When the stage and screen entered its first Golden Age in the early 1930’s, on both sides of the Atlantic, it became a quite literal breeding ground for the flamboyant von-vivant, the glorious queer, the outspoken jazz-age flapper and the shameless lothario. Thus came to prominence kings and queens of hotel-smashing, spouse-swapping, booze-guzzling decadence; Rex Harrison, Ava Gardner, Robert Newton, Elizabeth Taylor, John Barrymore, Trevor Howard, Joan Crawford Richard Burton, Bette Davis and the “wicked” woman by which all others shall be forever judged: Tallulah “Pure as the Driven Slush, Darling” Bankhead. But it wasn’t all fun and games in the darker corners of glitter Babylon, particularly if you happened to be held to the standards of a woman; Frances Farmer was institutionalized and eventually lobotomized for her free spirit, for one extreme example, while the talented likes of Jean Seaborg and Rachael Roberts were driven to suicide. It took toughness to be so dandy in such a conservative time.

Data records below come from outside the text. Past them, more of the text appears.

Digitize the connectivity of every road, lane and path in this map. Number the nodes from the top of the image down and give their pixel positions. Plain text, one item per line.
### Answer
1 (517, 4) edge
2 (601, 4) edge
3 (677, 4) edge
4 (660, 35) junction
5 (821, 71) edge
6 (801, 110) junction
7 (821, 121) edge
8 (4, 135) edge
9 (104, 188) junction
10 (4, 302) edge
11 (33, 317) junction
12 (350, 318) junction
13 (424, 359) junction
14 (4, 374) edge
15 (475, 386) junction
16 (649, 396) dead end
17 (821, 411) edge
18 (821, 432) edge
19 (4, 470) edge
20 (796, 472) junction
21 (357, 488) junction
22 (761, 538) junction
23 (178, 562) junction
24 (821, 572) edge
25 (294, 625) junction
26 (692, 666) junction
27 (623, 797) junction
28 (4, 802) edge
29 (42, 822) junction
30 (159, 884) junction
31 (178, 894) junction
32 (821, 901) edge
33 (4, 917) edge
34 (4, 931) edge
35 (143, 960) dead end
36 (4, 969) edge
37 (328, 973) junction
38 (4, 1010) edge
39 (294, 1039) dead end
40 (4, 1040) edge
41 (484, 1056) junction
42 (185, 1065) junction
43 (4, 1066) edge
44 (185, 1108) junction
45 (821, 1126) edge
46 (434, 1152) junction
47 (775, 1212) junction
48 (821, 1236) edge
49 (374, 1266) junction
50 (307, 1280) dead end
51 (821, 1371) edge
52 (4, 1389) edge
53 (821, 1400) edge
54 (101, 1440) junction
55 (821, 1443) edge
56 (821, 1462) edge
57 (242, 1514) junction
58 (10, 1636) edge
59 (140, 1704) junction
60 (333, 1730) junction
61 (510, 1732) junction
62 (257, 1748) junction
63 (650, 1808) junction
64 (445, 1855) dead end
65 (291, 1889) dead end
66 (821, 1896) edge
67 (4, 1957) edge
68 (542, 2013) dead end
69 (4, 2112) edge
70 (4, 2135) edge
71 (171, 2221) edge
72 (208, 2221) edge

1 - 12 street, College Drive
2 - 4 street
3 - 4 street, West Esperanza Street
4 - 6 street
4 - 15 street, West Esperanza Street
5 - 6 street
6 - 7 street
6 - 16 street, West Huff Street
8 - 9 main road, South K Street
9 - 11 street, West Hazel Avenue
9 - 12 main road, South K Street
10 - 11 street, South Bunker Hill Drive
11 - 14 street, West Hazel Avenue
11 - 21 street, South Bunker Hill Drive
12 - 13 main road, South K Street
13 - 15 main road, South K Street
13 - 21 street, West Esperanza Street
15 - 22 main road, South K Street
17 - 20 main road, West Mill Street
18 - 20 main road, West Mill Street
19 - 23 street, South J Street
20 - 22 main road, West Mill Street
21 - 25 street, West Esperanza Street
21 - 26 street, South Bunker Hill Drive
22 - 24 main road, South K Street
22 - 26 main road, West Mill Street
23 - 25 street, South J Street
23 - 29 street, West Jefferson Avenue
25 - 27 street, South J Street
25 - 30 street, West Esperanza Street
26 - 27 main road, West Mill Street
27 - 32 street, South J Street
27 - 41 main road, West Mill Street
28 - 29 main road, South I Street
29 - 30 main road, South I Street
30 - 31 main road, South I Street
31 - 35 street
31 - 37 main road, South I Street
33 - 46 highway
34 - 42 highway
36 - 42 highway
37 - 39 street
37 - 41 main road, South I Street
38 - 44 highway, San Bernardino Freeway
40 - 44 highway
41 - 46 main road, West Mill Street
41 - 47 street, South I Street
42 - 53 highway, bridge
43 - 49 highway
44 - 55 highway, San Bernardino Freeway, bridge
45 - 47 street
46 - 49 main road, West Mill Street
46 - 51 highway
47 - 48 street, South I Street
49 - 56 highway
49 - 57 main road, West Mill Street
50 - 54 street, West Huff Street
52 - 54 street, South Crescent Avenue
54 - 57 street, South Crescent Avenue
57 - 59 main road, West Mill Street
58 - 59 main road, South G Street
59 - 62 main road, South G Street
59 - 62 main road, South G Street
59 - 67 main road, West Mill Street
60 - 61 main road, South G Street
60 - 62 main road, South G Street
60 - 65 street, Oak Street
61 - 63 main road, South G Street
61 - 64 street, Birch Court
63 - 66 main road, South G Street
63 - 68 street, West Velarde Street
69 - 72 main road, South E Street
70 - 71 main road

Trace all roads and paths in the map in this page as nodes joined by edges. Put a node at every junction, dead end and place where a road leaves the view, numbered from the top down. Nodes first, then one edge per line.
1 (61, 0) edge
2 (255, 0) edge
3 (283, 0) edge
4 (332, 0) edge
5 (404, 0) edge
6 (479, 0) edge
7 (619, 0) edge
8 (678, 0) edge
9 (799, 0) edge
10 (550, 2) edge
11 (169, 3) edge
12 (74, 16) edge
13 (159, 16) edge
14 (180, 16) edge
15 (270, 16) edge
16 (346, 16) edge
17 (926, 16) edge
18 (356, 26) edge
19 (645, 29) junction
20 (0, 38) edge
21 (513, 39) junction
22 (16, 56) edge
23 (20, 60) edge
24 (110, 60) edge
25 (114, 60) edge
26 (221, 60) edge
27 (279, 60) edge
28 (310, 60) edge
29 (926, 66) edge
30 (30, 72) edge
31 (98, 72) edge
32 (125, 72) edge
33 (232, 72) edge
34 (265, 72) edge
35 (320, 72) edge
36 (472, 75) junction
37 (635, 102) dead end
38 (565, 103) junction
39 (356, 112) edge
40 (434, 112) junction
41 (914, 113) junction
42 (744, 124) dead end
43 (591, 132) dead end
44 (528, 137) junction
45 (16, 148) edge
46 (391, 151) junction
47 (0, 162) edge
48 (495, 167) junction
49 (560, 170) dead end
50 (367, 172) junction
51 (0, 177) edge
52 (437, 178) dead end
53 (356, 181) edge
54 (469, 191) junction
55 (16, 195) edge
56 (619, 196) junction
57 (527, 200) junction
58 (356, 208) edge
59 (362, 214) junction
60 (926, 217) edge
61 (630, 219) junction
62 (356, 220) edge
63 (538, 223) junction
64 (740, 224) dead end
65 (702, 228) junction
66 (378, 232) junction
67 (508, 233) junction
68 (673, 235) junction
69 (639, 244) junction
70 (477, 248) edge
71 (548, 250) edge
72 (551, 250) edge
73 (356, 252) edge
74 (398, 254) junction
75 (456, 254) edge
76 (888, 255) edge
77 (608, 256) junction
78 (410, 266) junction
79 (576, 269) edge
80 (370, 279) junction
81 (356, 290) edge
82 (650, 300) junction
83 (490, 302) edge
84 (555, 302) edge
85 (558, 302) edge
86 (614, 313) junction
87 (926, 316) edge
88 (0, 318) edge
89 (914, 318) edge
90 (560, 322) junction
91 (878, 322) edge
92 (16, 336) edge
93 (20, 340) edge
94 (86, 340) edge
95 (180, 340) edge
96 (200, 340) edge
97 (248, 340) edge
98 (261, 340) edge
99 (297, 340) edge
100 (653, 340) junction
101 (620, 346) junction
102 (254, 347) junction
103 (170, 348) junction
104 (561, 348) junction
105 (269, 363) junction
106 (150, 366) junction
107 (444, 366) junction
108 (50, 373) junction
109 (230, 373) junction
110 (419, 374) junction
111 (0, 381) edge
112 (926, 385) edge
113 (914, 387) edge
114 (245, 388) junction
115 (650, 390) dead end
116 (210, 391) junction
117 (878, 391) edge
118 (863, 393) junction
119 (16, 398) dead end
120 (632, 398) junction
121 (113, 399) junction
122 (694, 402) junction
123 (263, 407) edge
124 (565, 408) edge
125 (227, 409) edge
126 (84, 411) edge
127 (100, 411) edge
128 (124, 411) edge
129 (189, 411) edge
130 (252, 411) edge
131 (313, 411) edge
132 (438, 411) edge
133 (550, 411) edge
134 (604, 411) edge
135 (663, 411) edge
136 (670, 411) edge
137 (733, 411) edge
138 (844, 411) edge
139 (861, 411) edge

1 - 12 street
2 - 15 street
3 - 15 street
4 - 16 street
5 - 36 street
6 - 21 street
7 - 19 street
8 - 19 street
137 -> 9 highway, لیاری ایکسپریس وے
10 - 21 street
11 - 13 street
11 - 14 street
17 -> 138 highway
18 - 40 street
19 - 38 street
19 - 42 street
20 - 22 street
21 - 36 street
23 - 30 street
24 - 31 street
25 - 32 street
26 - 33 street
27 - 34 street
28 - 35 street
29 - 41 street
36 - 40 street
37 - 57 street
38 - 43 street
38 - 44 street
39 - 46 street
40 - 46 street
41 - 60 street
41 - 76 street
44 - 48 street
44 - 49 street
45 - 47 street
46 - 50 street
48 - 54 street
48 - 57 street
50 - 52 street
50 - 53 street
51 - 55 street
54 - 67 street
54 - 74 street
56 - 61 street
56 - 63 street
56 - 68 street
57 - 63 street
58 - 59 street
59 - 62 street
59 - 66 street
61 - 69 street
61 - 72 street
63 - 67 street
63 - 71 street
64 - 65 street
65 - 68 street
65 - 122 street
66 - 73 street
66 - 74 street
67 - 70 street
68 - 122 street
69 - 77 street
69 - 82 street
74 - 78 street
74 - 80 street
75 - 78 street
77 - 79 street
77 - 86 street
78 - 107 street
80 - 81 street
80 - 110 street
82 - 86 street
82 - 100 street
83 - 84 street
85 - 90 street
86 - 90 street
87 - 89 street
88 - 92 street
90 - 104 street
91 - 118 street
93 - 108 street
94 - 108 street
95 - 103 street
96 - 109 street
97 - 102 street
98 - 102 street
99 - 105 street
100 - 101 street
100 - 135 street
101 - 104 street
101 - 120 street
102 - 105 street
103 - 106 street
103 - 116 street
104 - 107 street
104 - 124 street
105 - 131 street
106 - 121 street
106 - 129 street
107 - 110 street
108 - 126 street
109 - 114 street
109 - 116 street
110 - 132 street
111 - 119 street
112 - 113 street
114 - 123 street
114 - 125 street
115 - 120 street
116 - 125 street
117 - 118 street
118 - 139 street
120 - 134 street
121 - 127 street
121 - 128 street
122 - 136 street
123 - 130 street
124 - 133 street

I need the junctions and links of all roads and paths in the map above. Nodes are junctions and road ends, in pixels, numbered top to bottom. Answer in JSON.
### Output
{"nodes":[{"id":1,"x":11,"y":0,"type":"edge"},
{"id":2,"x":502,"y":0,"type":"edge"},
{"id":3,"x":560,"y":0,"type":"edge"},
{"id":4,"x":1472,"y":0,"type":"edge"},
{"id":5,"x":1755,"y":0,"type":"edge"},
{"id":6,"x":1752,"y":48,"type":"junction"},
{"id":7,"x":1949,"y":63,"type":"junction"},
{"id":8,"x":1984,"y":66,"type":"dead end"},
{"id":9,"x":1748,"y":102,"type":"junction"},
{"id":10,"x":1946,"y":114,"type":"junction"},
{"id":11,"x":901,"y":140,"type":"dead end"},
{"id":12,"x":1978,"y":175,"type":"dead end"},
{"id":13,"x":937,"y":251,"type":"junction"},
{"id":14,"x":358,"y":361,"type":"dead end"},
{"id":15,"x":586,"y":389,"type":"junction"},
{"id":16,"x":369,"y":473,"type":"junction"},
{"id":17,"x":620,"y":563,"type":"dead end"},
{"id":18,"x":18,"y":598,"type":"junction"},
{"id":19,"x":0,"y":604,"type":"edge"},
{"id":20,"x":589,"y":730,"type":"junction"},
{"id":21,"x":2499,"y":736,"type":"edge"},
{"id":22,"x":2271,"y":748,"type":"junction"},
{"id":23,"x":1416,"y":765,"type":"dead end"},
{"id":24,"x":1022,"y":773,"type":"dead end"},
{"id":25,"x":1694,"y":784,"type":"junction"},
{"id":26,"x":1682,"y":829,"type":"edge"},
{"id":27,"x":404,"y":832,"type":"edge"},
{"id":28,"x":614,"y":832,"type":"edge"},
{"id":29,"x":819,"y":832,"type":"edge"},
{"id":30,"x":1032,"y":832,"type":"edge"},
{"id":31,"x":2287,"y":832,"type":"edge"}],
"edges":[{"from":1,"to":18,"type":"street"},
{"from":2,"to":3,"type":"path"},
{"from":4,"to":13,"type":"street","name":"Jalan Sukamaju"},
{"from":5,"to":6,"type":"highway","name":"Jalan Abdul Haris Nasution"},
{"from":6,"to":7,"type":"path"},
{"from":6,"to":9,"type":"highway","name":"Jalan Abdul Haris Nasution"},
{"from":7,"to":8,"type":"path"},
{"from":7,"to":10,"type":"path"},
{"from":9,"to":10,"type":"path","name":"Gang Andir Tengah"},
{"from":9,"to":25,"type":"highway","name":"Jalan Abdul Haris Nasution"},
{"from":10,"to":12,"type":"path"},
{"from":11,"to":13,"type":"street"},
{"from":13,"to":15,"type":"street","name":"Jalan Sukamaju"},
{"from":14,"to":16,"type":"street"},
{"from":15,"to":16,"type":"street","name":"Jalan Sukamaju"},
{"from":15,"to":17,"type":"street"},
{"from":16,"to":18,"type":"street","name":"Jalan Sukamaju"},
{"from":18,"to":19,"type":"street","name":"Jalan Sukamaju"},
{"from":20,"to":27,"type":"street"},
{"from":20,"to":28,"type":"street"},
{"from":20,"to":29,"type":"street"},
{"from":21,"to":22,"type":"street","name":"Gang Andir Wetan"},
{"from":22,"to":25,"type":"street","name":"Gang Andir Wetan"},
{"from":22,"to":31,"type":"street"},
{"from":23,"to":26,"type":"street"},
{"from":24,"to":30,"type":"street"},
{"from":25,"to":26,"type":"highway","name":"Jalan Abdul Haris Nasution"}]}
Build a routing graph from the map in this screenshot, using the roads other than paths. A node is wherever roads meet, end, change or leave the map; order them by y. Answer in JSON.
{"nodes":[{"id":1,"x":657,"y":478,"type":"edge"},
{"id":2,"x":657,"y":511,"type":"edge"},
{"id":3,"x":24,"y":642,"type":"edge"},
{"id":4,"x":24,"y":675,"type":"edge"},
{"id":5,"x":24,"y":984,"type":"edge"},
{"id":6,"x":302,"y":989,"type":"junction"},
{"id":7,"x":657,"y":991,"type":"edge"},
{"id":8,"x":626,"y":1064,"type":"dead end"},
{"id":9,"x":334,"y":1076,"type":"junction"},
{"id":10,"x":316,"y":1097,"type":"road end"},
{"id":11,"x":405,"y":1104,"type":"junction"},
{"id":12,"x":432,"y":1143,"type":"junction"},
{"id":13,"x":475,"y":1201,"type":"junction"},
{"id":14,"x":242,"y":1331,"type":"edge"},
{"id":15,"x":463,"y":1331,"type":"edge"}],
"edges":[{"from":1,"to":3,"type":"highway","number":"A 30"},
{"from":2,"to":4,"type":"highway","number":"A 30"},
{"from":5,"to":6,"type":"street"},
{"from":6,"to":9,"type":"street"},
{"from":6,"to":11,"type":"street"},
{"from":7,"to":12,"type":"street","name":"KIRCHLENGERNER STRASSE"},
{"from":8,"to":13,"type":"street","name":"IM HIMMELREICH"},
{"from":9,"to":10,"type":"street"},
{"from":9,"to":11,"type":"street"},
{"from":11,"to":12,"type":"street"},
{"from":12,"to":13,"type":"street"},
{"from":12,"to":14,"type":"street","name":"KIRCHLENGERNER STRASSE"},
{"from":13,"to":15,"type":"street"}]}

You’d be forgiven to thinking perhaps an oddly named Australian woman, born in the industrial suburb of West Footscray in 1913, would rate amongst these glorious, if slightly unprofessional, camps. But then again, you’d be forgiven for not being too aware of Coral Browne. Despite the fact that she ruled the West End for a time, toured the world many times over, had a movie made about her encounter with a Russian spy and won two best actress BAFTAS, Australia, as it does with some of it’s finest luminaries, has all but forgotten her.

Genevieve Mooy - CORAL BROWNE TFL 3.JPG

Yet, she could quip with the very best of them. When informed that her former lover, Cecil Beaton, was gay, she quickly remarked “Not with me, darling. Like a rat up a drainpipe.” And though talent and skill played a minor role in what constituted a star in those days, Browne was not only good looking and charismatic, as were necessities, she was talented enough that she was able to penetrate the deeply xenophobic English stage long before the likes of a slightly sozzled Welshman and his two Irish counterparts turned up to “change West End forever”. Coral was a foreigner in a time when it was simply unheard of, and of all things, one hailing from the bastard child of John Bull’s days; ghastly Australia.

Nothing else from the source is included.